• _PROBLEM REQUIREMENTS_
Locate each line in the records containing "into". Copy it.

• _Stored data entries_
================================
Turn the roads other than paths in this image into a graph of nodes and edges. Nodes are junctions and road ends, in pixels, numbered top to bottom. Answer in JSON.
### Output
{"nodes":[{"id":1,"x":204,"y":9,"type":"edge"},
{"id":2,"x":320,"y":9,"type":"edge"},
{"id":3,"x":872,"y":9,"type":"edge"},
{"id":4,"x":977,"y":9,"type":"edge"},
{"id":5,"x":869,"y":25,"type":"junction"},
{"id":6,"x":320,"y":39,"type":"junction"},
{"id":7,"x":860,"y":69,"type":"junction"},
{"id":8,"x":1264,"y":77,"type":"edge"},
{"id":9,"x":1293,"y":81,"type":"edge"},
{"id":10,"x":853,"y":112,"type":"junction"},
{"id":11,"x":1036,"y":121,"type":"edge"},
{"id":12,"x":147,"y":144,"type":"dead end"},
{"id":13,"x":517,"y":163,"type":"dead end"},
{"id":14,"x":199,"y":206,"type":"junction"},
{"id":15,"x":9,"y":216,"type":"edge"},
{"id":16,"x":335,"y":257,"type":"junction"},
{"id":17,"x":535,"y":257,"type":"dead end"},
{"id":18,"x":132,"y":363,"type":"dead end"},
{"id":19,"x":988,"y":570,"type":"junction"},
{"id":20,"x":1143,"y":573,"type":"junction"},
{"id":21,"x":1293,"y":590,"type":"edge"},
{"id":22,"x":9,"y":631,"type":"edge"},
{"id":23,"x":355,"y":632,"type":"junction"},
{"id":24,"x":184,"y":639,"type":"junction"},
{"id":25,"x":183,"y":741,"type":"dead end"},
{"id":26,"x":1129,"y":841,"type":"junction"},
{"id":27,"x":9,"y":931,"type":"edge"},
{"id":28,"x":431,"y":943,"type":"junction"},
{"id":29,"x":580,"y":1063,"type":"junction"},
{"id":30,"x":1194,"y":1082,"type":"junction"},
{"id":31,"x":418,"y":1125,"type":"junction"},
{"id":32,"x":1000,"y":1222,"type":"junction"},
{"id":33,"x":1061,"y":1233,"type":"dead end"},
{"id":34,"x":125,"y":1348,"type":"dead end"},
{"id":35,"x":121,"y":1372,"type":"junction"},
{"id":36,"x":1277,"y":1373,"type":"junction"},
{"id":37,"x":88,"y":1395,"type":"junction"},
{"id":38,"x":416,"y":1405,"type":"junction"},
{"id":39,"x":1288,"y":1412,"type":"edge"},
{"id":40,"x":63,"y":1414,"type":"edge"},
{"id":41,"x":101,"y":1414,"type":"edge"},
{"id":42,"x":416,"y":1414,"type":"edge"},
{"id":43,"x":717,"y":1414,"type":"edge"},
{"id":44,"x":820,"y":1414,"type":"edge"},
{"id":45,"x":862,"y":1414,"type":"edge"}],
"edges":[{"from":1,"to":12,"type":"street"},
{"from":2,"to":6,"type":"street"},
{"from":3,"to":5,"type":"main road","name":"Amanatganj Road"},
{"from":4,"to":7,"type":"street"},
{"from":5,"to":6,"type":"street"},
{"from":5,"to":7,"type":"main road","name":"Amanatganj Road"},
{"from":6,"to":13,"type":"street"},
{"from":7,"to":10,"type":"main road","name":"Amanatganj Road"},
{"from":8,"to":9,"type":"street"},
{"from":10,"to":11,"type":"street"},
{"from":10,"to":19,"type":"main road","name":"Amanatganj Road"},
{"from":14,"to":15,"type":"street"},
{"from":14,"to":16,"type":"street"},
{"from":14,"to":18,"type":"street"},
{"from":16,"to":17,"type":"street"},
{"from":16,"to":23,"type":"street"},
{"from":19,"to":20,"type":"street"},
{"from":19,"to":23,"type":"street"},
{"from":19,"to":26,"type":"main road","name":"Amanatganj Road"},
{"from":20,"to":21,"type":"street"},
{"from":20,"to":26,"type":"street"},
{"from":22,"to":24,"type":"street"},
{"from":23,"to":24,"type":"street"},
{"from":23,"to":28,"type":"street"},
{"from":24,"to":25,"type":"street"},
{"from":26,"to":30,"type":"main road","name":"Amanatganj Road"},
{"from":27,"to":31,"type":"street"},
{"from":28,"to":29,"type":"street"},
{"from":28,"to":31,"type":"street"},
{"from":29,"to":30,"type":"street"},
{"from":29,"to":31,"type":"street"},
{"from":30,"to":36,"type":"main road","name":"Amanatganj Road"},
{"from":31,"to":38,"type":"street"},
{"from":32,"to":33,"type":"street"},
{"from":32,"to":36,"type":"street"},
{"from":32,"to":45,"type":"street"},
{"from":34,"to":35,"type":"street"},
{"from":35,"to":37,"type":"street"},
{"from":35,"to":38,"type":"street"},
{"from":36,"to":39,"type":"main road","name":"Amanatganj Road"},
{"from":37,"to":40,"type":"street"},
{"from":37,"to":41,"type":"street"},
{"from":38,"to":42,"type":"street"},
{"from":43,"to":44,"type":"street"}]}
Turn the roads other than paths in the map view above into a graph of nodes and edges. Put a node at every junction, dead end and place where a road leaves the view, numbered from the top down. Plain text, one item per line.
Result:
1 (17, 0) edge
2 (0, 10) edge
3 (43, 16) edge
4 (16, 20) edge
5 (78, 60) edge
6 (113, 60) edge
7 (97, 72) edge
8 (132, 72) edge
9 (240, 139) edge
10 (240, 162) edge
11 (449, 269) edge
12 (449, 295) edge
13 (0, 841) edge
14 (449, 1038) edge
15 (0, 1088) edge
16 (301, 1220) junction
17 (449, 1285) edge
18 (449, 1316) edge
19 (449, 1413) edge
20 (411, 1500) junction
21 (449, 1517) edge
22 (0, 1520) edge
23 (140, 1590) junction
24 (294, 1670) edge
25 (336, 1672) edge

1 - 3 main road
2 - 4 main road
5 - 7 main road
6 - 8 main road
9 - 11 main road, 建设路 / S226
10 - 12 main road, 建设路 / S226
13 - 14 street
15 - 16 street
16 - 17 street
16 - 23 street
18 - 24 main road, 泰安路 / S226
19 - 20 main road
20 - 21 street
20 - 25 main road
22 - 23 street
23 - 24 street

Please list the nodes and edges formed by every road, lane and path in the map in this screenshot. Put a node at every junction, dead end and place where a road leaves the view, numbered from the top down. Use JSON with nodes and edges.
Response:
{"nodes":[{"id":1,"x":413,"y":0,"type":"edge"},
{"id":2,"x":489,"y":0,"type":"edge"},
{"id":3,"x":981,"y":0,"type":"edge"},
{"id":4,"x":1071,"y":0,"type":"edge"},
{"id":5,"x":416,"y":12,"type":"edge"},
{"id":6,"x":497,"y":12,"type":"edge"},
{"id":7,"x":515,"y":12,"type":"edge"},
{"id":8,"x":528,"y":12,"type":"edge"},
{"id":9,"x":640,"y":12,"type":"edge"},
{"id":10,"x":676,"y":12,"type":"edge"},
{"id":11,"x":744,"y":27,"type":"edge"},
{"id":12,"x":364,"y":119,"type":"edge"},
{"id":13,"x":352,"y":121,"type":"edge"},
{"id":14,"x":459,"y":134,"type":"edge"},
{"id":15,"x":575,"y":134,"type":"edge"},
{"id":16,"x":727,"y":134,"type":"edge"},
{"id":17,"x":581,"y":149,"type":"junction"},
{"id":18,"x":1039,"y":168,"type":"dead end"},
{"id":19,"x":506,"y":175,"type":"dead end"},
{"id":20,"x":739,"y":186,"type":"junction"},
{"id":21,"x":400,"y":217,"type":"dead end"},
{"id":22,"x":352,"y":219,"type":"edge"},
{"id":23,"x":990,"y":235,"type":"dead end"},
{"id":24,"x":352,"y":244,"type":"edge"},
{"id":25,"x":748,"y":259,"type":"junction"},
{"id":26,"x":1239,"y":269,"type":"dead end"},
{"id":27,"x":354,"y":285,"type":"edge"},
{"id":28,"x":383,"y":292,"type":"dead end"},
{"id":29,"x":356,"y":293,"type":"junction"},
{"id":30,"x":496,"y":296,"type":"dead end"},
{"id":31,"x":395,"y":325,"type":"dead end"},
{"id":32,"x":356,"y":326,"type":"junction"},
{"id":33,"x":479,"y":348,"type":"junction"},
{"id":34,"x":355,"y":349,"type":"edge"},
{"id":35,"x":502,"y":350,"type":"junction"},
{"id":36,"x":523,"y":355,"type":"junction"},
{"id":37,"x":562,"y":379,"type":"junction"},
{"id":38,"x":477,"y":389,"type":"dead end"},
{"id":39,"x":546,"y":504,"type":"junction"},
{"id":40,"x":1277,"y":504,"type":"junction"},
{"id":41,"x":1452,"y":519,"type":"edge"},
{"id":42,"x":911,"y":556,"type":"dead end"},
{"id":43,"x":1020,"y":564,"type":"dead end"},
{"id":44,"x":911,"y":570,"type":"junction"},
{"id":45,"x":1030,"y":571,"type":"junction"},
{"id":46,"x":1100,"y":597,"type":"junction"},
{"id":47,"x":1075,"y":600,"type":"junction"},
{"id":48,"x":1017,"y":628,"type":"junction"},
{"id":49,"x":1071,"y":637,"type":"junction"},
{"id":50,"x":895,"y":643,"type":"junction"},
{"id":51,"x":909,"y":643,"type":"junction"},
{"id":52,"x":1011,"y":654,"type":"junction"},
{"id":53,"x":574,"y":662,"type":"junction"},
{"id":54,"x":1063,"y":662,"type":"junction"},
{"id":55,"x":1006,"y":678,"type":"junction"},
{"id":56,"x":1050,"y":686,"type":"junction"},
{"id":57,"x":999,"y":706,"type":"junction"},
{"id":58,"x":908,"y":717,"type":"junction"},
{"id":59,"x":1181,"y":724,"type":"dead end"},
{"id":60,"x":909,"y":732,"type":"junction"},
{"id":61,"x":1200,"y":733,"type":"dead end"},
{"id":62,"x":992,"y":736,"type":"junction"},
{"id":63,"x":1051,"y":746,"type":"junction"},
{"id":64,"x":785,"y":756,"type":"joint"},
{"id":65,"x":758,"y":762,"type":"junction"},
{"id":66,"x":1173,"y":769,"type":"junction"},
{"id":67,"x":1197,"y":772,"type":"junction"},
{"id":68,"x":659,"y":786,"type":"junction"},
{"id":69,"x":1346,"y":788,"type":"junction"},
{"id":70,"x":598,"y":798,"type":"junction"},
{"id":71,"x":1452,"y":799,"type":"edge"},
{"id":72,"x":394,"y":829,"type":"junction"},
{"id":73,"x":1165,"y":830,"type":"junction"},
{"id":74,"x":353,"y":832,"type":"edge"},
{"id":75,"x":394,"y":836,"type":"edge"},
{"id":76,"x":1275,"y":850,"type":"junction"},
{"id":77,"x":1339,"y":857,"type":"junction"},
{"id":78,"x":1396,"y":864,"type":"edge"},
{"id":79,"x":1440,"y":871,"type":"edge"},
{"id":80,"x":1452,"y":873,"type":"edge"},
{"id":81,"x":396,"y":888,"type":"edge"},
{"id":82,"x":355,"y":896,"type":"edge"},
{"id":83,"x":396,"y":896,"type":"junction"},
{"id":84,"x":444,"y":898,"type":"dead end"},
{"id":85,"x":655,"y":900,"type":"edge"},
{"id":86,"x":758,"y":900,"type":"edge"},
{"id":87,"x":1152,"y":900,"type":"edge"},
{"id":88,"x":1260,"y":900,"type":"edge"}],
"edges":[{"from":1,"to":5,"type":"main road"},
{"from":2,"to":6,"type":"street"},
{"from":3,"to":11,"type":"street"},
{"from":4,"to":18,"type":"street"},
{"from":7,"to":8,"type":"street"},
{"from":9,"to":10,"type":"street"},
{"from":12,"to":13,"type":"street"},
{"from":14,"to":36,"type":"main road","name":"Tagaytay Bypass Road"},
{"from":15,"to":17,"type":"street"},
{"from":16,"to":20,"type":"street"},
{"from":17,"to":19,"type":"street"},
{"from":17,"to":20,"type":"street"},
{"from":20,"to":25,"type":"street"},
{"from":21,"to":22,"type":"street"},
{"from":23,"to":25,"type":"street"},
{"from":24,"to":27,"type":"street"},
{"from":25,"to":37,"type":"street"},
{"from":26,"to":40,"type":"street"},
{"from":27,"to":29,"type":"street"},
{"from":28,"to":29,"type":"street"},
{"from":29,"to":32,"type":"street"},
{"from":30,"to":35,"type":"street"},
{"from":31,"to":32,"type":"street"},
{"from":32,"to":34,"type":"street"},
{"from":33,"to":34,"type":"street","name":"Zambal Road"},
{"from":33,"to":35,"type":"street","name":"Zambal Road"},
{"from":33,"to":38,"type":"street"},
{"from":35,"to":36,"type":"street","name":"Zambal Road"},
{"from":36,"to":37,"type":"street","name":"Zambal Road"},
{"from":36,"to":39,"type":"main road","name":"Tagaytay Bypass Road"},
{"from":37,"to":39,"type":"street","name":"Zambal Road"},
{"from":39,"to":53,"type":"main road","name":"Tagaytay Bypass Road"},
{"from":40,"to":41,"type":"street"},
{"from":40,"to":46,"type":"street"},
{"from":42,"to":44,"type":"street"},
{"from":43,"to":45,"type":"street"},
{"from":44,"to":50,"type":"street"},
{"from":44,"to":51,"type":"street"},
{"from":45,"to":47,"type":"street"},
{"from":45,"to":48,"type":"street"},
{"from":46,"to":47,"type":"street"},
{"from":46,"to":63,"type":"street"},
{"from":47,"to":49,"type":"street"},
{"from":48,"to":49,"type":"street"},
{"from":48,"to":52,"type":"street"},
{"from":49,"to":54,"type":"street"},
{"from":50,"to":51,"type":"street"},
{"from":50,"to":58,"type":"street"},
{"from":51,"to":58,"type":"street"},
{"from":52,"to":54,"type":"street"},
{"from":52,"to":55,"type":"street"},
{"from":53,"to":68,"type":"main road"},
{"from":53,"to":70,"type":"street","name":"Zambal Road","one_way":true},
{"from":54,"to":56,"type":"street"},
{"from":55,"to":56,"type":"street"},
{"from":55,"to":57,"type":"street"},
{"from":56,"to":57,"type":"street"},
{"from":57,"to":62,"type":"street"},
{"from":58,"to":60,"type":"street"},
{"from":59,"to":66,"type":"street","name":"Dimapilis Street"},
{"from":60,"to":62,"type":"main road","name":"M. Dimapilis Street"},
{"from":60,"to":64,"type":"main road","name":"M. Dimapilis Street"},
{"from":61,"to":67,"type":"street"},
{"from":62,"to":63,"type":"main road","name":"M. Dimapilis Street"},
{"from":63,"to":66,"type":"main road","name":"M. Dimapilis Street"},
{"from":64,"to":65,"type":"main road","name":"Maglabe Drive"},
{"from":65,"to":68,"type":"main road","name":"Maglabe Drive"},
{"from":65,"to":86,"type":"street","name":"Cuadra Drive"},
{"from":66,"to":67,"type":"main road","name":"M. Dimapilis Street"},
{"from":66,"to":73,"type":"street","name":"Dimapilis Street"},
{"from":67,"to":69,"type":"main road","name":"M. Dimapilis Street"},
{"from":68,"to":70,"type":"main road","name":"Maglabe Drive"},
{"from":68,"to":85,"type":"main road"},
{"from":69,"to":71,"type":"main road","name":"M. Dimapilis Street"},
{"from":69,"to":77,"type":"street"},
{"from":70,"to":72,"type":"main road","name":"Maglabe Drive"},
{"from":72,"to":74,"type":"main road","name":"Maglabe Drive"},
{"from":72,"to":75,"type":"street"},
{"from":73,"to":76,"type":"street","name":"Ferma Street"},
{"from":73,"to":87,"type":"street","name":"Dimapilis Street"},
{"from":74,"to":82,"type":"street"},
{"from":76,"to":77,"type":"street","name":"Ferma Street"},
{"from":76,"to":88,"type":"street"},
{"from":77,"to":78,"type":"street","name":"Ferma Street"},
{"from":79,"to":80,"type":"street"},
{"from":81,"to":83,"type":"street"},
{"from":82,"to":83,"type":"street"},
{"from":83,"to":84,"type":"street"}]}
================================
• _EXERCISE ANSWER_
Turn the roads other than paths in this image into a graph of nodes and edges. Nodes are junctions and road ends, in pixels, numbered top to bottom. Answer in JSON.
Turn the roads other than paths in the map view above into a graph of nodes and edges. Put a node at every junction, dead end and place where a road leaves the view, numbered from the top down. Plain text, one item per line.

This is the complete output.